Reconstruction of Proto-Tensegrity Sculpture by Karlis Johansons  

With this project I aimed to draw attention to Karlis Johansons' work and help people learn how to reconstruct it. I reconstructed one of his sculptures based on the photographs of the original and shot the reconstruction process on a video. My photographs show the reconstructed Karlis Johansons sculpture. The video offers a visual guide on how to make this kind of sculpture. When making the sculpture in order to connect the bamboo poles I chose steel cables, because they were used in the original design. By being forced into opposite directions with the help of the attached cables the poles create a self-tensioned object. 


Karlis Johansons is the inventor of self-tensioned kinetic sculptures. In spite of the lack of recognition by art historians, Karlis Johansons' works influenced the Bauhaus movement and were referenced by László Moholy-Nagy. Karlis Johansons was a member of the Constructivist art movement. He was the first artist who created self-tensioned sculptures and exhibited them at the museum in 1921. 


He brought nine self-tensioned sculptures to exhibitions in Moscow and MoMA, New York in 1921. There is no other proof of his invention besides the photographs from these two exhibitions. His destiny remains unknown after Constructivist artists were repressed by the government. Later the same design principle was expanded and named 'Tensegrity' (tension + integrity) by Robert Buckminster Fuller in 1955. After that, tensegrity structures became more popular and were used in art and architecture worldwide.
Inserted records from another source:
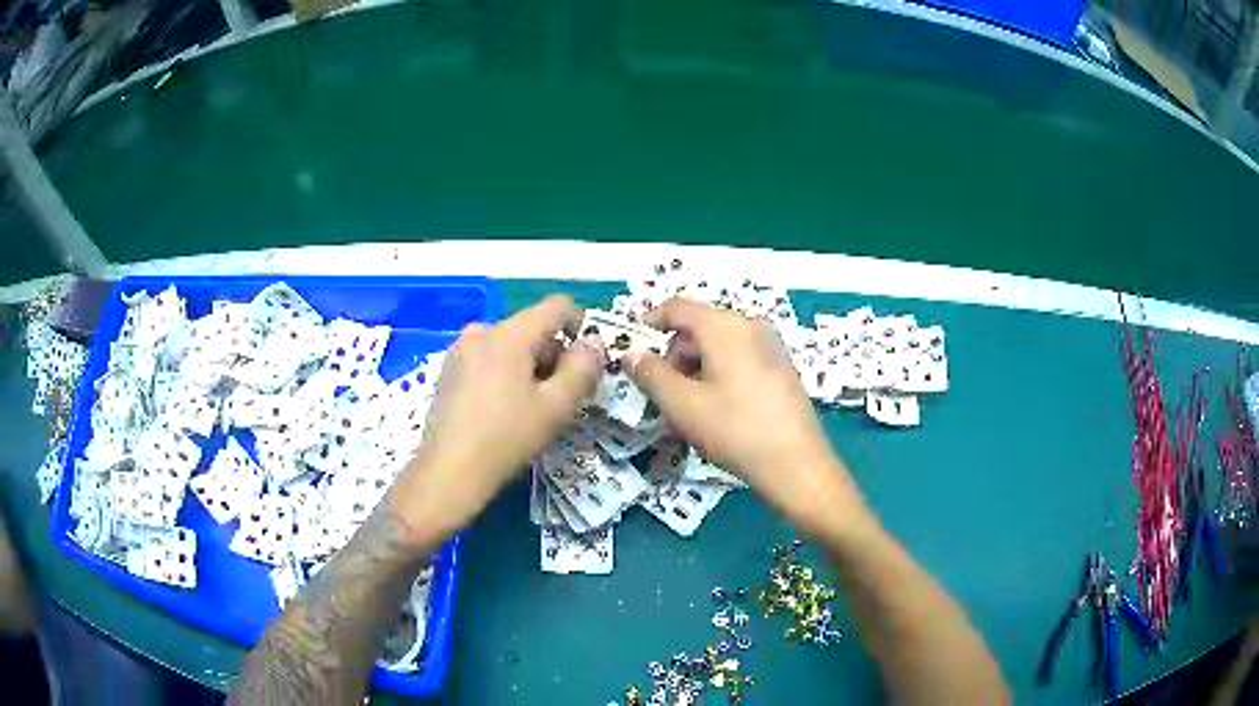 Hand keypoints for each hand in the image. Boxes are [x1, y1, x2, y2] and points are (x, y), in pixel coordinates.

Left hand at [391, 295, 604, 535]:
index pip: (557, 306)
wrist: (448, 473)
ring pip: (510, 346)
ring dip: (530, 367)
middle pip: (532, 328)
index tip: (589, 361)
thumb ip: (583, 369)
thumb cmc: (506, 438)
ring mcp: (460, 351)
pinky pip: (488, 359)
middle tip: (563, 395)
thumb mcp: (555, 407)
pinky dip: (505, 374)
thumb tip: (593, 344)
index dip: (581, 325)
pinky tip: (504, 411)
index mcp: (508, 333)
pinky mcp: (448, 371)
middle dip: (554, 355)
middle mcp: (481, 331)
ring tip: (533, 408)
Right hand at [627, 299, 863, 523]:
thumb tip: (632, 354)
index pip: (678, 308)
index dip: (649, 323)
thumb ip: (651, 374)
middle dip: (673, 357)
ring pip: (718, 347)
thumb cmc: (735, 430)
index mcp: (726, 326)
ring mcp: (770, 346)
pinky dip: (717, 376)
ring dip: (694, 371)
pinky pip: (738, 360)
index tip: (632, 351)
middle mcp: (751, 326)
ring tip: (687, 411)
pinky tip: (715, 411)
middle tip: (661, 396)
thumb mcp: (683, 405)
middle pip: (699, 328)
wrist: (797, 465)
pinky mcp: (781, 368) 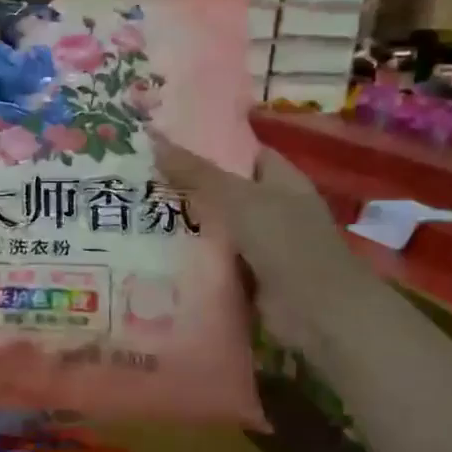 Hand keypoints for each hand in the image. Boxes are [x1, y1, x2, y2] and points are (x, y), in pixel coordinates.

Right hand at [153, 136, 370, 352]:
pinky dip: (191, 258)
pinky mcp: (248, 276)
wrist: (316, 311)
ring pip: (216, 227)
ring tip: (136, 211)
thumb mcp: (238, 199)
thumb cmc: (285, 242)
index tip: (165, 143)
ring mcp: (261, 245)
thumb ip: (197, 172)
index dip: (208, 145)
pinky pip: (214, 260)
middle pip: (224, 191)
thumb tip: (154, 140)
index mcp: (280, 179)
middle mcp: (272, 208)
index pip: (242, 152)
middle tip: (139, 178)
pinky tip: (154, 252)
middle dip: (186, 186)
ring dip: (184, 224) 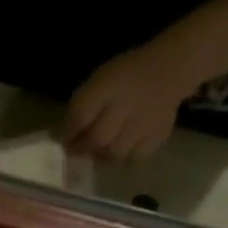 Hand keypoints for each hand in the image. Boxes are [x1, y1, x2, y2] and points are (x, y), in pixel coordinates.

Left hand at [60, 43, 195, 161]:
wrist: (169, 69)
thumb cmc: (124, 77)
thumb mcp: (98, 82)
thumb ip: (79, 108)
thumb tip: (58, 137)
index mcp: (110, 85)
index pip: (80, 115)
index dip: (67, 133)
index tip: (61, 139)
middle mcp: (128, 104)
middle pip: (98, 139)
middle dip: (82, 149)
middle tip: (78, 149)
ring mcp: (146, 122)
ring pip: (115, 153)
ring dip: (101, 156)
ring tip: (100, 149)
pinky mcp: (159, 135)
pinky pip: (135, 157)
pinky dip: (125, 158)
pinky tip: (123, 148) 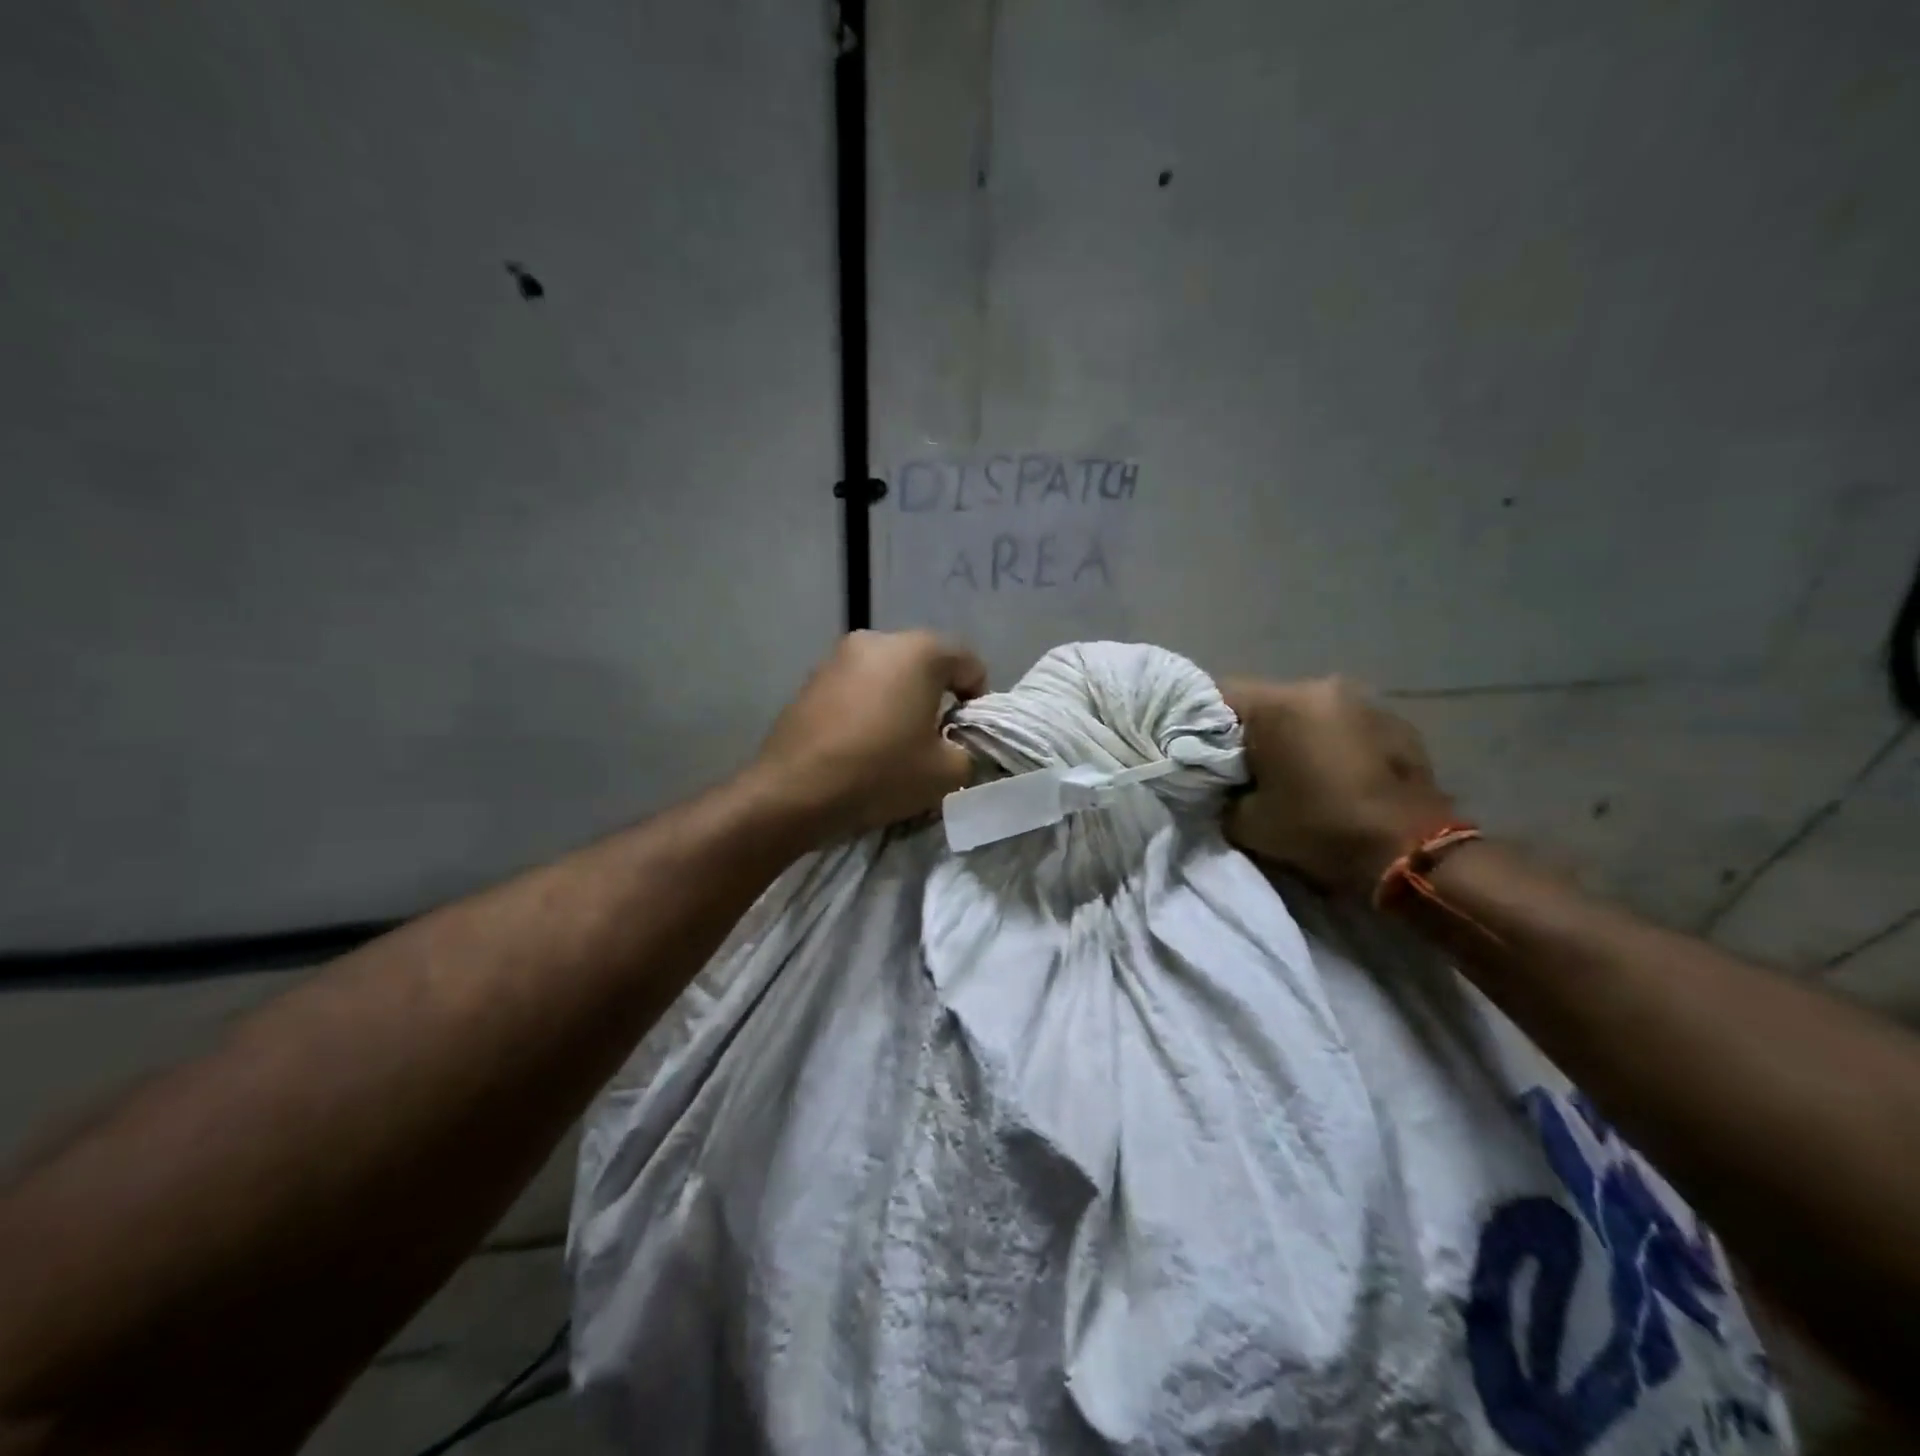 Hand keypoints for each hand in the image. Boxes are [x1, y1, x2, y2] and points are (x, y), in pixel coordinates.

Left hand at [751, 630, 988, 840]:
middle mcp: (878, 640)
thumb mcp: (946, 773)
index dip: (978, 699)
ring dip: (900, 700)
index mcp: (919, 651)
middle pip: (925, 663)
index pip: (968, 662)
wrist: (793, 792)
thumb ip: (967, 752)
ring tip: (895, 742)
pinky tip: (861, 743)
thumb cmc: (880, 772)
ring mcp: (838, 657)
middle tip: (934, 739)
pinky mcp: (810, 679)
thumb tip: (955, 746)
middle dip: (936, 697)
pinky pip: (856, 687)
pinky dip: (868, 707)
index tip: (967, 735)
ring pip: (887, 674)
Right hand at [1221, 676, 1457, 895]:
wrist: (1412, 853)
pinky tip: (1331, 772)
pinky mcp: (1393, 719)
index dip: (1199, 723)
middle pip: (1264, 700)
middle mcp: (1320, 686)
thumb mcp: (1246, 821)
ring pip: (1304, 709)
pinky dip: (1327, 739)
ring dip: (1291, 732)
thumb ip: (1219, 792)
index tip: (1197, 753)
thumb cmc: (1320, 830)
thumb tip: (1215, 782)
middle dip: (1248, 729)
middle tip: (1240, 767)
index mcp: (1279, 704)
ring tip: (1289, 770)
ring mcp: (1362, 699)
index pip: (1216, 695)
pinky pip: (1340, 721)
*Tensegrity - a structural principle based on a system of isolated components under compression inside a network of continuous tension, and arranged in such a way that the compressed members (usually bars or struts) do not touch each other while the prestressed tensioned members (usually cables or tendons) delineate the system spatially. It applies when a discontinuous set of compression elements is opposed and balanced by a continuous tensile force, thereby creating an internal prestress that stabilizes the entire structure.